THE REAL VARIETIES OF WELFARE CAPITALISM Japan's welfare state is puzzling. On most measures, Japan's welfare state is small. Its social spending levels are low; its tax revenue is small; and its benefit levels are meager (Figure 0.1). Japan's social spending programs are among the least redistributive in the advanced industrial world (Table 0.1). At first glance, Japan's small welfare spending appears to confirm the conventional scholarly wisdom that attributes the development of a generous and redistributive welfare state to a strong social democratic party – supported by well-organized and centralized labor unions. Yet despite its meager social spending, Japan has nonetheless managed to achieve a fairly egalitarian income distribution. This situation stands in marked contrast to other countries with similarly small welfare states, including the United Kingdom and the United States, which remain the least egalitarian of the advanced industrial democracies. Japan's “small” welfare state does not, in short, mean that Japan possesses a laissez-faire form of capitalism.
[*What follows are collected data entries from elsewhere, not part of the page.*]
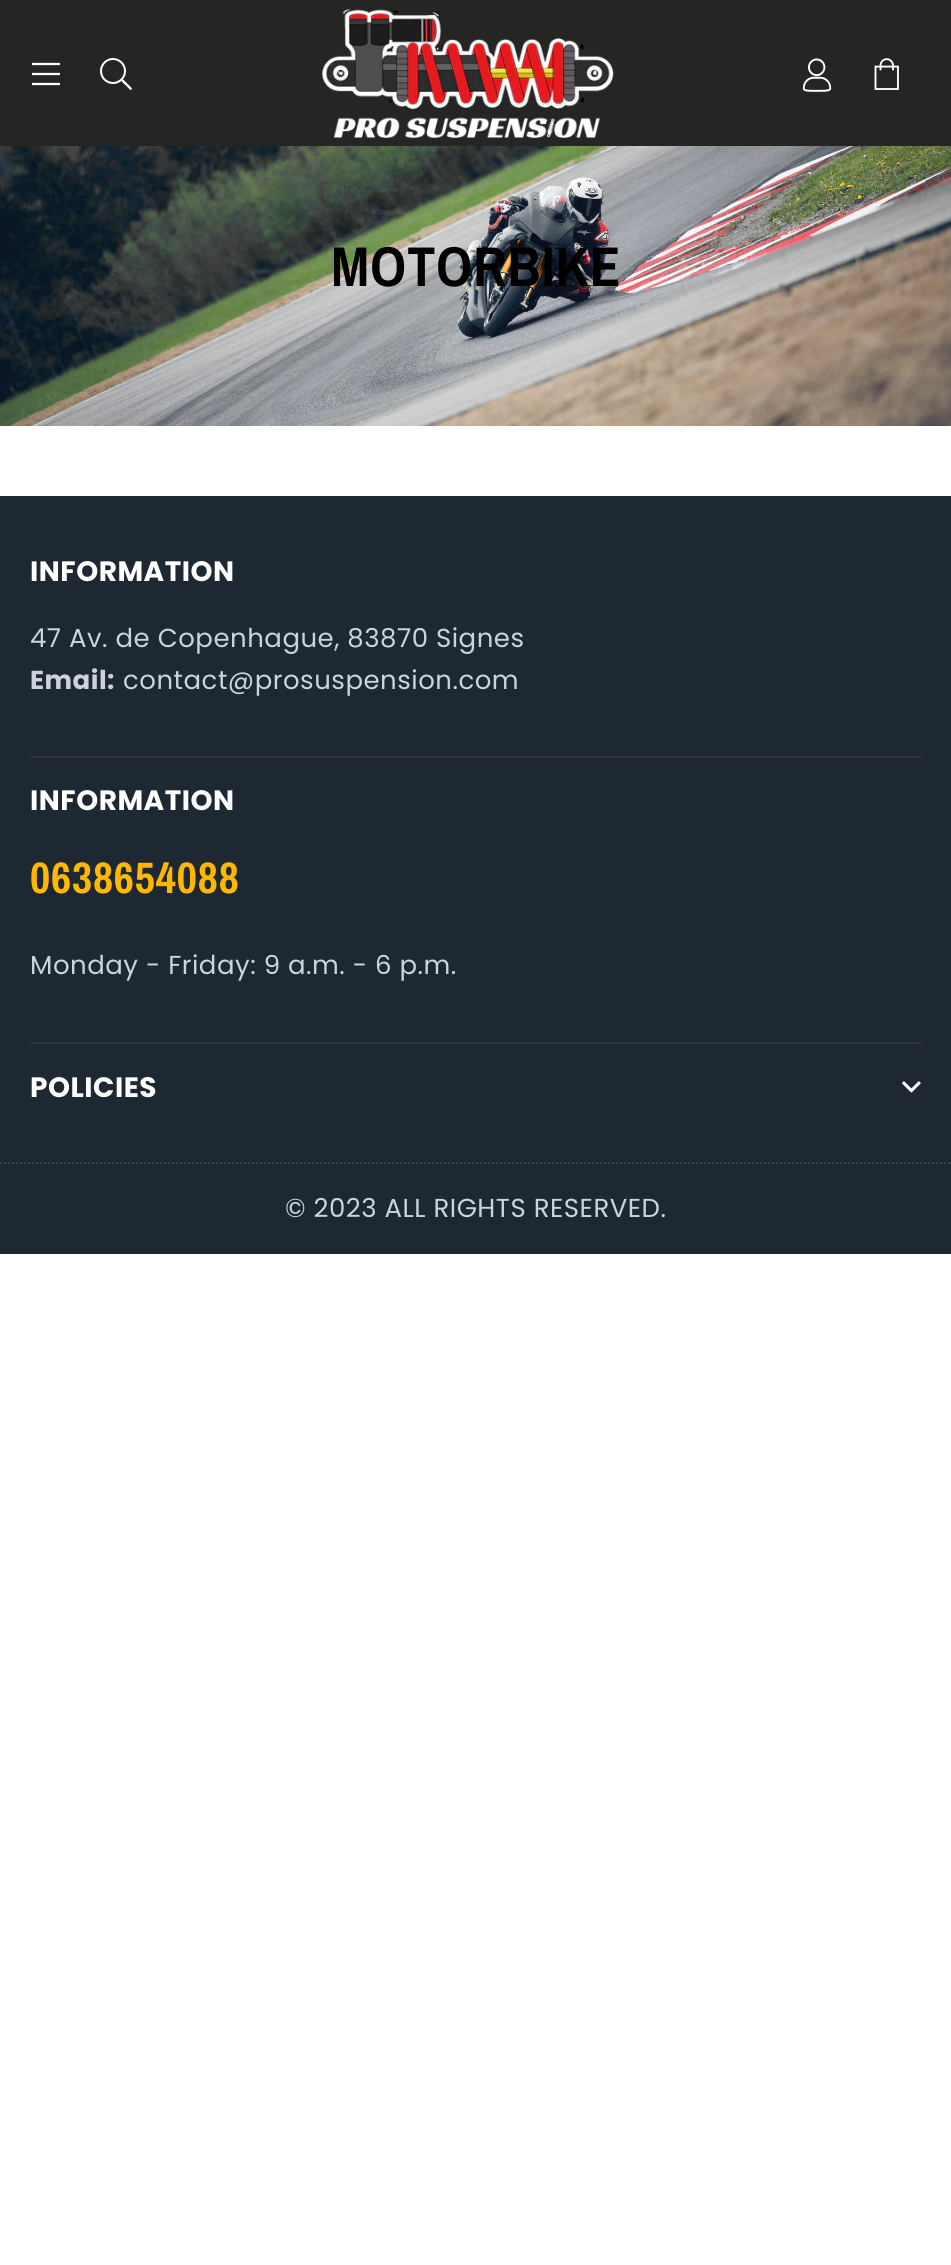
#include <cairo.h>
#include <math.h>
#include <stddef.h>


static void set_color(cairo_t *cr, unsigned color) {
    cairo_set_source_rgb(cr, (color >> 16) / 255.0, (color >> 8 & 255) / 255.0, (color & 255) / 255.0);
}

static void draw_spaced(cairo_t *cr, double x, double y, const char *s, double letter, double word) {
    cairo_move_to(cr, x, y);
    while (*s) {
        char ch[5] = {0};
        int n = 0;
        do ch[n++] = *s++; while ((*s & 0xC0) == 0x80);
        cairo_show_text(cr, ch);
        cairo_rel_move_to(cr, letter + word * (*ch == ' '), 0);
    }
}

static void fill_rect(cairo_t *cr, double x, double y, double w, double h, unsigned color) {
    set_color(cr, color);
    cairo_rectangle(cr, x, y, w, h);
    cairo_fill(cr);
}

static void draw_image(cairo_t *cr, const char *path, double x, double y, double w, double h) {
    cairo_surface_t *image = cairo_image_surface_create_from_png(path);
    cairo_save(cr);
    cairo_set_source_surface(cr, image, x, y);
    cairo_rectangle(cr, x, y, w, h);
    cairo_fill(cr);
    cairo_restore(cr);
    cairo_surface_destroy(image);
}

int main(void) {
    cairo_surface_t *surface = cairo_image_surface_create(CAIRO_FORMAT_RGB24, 951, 2265);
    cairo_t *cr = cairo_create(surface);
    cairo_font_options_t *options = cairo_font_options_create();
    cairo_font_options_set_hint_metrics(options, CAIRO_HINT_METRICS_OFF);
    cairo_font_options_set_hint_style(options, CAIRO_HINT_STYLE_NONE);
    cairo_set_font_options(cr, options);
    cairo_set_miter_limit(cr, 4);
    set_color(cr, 0xFFFFFF);
    cairo_paint(cr);
    fill_rect(cr, 0, 0, 951, 146, 0x252524);
    draw_image(cr, "assets/img1.png", 32, 62, 28, 24);
    draw_image(cr, "assets/img2.png", 100, 58, 32, 32);
    draw_image(cr, "assets/img3.png", 322, 8, 292, 130);
    draw_image(cr, "assets/img4.png", 802, 58, 30, 34);
    draw_image(cr, "assets/img5.png", 874, 58, 25, 32);
    draw_image(cr, "assets/img6.png", 0, 146, 951, 280);
    cairo_select_font_face(cr, "Archivo Narrow", CAIRO_FONT_SLANT_NORMAL, CAIRO_FONT_WEIGHT_BOLD);
    cairo_set_font_size(cr, 56);
    set_color(cr, 0x000000);
    draw_spaced(cr, 331, 286, "MOTORBIKE", 1.1, 0);
    fill_rect(cr, 0, 496, 951, 758, 0x1E2832);
    cairo_select_font_face(cr, "Poppins", CAIRO_FONT_SLANT_NORMAL, CAIRO_FONT_WEIGHT_BOLD);
    cairo_set_font_size(cr, 28);
    set_color(cr, 0xFFFFFF);
    draw_spaced(cr, 30, 581, "INFORMATION", 0.5, 0);
    cairo_select_font_face(cr, "Poppins", CAIRO_FONT_SLANT_NORMAL, CAIRO_FONT_WEIGHT_NORMAL);
    cairo_set_font_size(cr, 26);
    set_color(cr, 0xCBD4DC);
    draw_spaced(cr, 30, 647, "47 Av. de Copenhague, 83870 Signes", 0.5, 0);
    cairo_select_font_face(cr, "Poppins", CAIRO_FONT_SLANT_NORMAL, CAIRO_FONT_WEIGHT_BOLD);
    draw_spaced(cr, 30, 689, "Email:", 0.5, 0);
    cairo_select_font_face(cr, "Poppins", CAIRO_FONT_SLANT_NORMAL, CAIRO_FONT_WEIGHT_NORMAL);
    draw_spaced(cr, 123, 689, "contact@prosuspension.com", 0.5, 0);
    fill_rect(cr, 30, 756, 892, 2, 0x333333);
    cairo_select_font_face(cr, "Poppins", CAIRO_FONT_SLANT_NORMAL, CAIRO_FONT_WEIGHT_BOLD);
    cairo_set_font_size(cr, 28);
    set_color(cr, 0xFFFFFF);
    draw_spaced(cr, 30, 810, "INFORMATION", 0.5, 0);
    cairo_select_font_face(cr, "Archivo Narrow", CAIRO_FONT_SLANT_NORMAL, CAIRO_FONT_WEIGHT_BOLD);
    cairo_set_font_size(cr, 44);
    set_color(cr, 0xFFB700);
    draw_spaced(cr, 30, 893, "0638654088", 0.9, 0);
    cairo_select_font_face(cr, "Poppins", CAIRO_FONT_SLANT_NORMAL, CAIRO_FONT_WEIGHT_NORMAL);
    cairo_set_font_size(cr, 26);
    set_color(cr, 0xCBD4DC);
    draw_spaced(cr, 30, 974, "Monday - Friday: 9 a.m. - 6 p.m.", 0.5, 0);
    fill_rect(cr, 30, 1042, 892, 2, 0x333333);
    cairo_select_font_face(cr, "Poppins", CAIRO_FONT_SLANT_NORMAL, CAIRO_FONT_WEIGHT_BOLD);
    cairo_set_font_size(cr, 28);
    set_color(cr, 0xFFFFFF);
    draw_spaced(cr, 30, 1097, "POLICIES", 0.5, 0);
    draw_image(cr, "assets/img7.png", 902, 1081, 19, 12);
    cairo_new_path(cr);
    cairo_move_to(cr, 0, 1163);
    cairo_line_to(cr, 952, 1163);
    set_color(cr, 0x3B4045);
    cairo_set_dash(cr, (double[]){2, 2}, 2, 0);
    cairo_stroke(cr);
    cairo_select_font_face(cr, "Poppins", CAIRO_FONT_SLANT_NORMAL, CAIRO_FONT_WEIGHT_NORMAL);
    cairo_set_font_size(cr, 26);
    set_color(cr, 0xCBD4DC);
    draw_spaced(cr, 285, 1217, "© 2023 ALL RIGHTS RESERVED.", 0.5, 0);
    cairo_surface_write_to_png(surface, "output.png");
    cairo_font_options_destroy(options);
    cairo_destroy(cr);
    cairo_surface_destroy(surface);
    return 0;
}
On the contrary, the Japanese state interferes frequently and extensively with the market. Just as Sweden uses social policy as a form of industrial policy, Japan uses industrial policy as a form of social policy. This book offers a new way of thinking about welfare states and the politics that produces and sustains such states. Most studies of welfare states focus exclusively on a narrow range of social spending programs and rarely ask how different countries draw upon a combination of nonwelfare policies to protect their citizens' well-being.